Cannabis and marijuana are the same thing (but we’ll be avoiding the term “marijuana” here). Essentially, cannabis is made up of many different chemicals, called cannabinoids, from the plant, Cannabis sativa. The most well-known cannabinoid is THC. After all, it’s what gets you stoned and is highly sought after by recreational users. Another prominent cannabinoid produced by the plant is cannabidiol, often just called “CBD.” CBD doesn’t get you high, but is thought to convey many of the medicinal properties associated with cannabis. The relative balance between THC and CBD depends on the strain of weed or product you purchase. Recreational products are rich in THC, low in CBD, while medicinal products are often rich in CBD and low in THC. There are over 100 more cannabinoids, not to mention the aromatic terpenes, that together give cannabis its unique odor and contribute to its effects on the brain and body. So you can begin to appreciate the wide range of cannabis products and their unique effects.

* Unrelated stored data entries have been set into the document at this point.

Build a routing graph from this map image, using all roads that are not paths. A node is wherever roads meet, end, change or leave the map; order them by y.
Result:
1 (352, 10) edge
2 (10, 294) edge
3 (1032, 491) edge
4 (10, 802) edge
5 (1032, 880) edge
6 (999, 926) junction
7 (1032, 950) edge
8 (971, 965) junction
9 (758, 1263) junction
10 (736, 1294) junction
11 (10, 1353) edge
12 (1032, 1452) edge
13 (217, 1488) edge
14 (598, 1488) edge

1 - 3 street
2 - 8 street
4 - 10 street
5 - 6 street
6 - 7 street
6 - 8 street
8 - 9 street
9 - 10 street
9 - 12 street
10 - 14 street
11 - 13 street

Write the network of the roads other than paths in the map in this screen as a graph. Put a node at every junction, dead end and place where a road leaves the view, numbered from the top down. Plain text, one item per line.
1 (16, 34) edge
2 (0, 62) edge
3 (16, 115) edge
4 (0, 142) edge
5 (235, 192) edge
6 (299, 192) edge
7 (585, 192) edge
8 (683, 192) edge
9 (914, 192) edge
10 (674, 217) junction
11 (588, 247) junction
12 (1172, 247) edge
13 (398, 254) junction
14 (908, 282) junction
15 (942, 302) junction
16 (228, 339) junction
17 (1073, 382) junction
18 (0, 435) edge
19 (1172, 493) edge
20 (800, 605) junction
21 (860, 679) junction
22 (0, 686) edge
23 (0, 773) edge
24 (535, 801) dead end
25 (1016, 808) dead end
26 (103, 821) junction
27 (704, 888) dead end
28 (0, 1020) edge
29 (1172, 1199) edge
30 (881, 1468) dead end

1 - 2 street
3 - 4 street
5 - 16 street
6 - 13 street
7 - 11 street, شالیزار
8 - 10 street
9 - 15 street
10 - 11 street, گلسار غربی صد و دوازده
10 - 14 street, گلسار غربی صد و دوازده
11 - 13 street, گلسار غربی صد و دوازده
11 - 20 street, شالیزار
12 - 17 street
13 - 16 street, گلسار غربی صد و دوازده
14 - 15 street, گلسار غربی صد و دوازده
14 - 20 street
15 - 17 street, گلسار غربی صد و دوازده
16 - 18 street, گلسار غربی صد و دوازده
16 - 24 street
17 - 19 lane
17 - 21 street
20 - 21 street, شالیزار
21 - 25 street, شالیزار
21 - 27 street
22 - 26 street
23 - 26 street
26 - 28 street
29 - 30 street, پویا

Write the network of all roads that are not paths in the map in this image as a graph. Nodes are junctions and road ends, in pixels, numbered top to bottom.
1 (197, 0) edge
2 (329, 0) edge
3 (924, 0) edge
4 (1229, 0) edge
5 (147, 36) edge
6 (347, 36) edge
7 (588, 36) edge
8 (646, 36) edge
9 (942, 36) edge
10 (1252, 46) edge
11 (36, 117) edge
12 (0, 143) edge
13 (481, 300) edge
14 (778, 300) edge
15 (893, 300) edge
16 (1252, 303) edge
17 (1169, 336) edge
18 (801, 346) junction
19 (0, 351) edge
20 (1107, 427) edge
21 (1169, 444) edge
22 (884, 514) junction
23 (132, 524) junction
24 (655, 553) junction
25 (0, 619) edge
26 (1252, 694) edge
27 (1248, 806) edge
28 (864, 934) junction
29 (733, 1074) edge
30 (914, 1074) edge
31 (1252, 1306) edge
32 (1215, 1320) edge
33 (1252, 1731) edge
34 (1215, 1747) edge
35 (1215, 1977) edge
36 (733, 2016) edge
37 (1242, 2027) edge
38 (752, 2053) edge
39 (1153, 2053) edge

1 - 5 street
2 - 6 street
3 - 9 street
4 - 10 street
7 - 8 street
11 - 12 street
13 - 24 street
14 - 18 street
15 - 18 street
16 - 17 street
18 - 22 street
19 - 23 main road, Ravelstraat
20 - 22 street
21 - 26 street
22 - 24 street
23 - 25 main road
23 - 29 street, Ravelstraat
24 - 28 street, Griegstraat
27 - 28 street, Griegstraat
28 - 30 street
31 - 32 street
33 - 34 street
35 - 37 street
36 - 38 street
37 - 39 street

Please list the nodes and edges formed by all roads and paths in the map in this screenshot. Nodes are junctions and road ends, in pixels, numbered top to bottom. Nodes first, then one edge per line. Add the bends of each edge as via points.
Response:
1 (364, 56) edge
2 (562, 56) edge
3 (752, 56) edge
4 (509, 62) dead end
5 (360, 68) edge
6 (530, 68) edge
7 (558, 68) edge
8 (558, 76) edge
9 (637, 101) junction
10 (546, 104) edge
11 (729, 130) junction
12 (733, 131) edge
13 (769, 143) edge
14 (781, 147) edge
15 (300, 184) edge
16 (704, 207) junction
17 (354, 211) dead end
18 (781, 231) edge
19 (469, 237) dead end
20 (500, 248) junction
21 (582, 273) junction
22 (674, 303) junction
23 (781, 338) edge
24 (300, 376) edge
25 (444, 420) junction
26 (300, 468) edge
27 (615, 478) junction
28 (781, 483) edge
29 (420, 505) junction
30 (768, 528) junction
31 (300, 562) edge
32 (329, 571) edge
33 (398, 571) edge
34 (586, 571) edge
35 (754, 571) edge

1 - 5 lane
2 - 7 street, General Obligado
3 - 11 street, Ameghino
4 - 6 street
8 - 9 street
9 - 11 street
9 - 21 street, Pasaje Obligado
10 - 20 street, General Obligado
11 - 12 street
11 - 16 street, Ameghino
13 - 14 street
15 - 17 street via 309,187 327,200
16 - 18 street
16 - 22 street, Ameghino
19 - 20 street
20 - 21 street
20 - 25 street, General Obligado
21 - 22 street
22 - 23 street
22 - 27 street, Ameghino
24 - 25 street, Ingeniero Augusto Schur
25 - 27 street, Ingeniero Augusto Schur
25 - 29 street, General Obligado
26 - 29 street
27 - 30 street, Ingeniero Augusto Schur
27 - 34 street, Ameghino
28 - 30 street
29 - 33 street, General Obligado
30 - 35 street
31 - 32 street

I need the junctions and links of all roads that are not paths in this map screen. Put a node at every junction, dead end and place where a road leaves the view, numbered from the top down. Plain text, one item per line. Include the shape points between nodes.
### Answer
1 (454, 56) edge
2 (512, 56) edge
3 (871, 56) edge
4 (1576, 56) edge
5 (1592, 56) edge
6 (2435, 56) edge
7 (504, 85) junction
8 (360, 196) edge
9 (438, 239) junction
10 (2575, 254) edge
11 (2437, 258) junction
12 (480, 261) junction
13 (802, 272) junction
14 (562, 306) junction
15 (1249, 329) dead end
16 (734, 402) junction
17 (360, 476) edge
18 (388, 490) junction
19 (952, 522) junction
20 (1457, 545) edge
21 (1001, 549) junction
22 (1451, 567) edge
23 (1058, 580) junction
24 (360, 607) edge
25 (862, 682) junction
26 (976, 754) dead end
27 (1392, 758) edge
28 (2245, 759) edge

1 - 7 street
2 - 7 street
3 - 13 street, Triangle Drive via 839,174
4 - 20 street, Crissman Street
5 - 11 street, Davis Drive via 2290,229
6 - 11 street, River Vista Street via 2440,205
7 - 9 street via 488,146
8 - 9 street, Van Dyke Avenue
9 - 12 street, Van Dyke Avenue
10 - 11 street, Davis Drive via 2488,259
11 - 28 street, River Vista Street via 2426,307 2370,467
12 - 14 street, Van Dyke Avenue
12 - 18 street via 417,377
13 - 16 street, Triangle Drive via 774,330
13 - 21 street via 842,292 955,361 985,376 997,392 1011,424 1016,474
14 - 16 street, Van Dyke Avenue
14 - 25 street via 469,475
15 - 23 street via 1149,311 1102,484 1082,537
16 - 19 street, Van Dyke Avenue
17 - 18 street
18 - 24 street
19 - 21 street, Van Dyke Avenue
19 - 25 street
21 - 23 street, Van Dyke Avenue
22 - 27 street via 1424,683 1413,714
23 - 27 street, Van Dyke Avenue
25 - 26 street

Traditionally, cannabis was smoked, but these days you can vaporize it, eat it, rub it on your skin, swallow it in a pill, add it to your coffee, or stick it up your butt (yes, suppositories are a growing method of getting cannabis into your body). While many recreational cannabis users still chose to smoke the herb, medicinal users tend to be more health-conscious and use safer methods of consumption. These advances in consumption routes have allowed runners, who strain to boost their VO2 max, to select from a range of methods that doesn’t require them to inhale smoke and irritate their lungs.
Why would a runner consume cannabis?
More people now have access to legal cannabis than at any point in the last 90 years. It’s become a creativity enhancer, sleep aid, pain therapy, and training tool. Training tool? For runners?
Well yes, for some.
Cannabis is on the list of World Anti-Doping Agency (WADA) banned substances during performance (i.e., it just can’t be in your system at the time of the race). But there’s not much data on its effectiveness (or lack-thereof) on running performance. Instead, many report that the benefits of cannabis come from its ability to help relax and focus. Perhaps that’s why many ultra-runners, who are spending hours alone with their thoughts on endless trails, are using a bit of bud to get them through the miles.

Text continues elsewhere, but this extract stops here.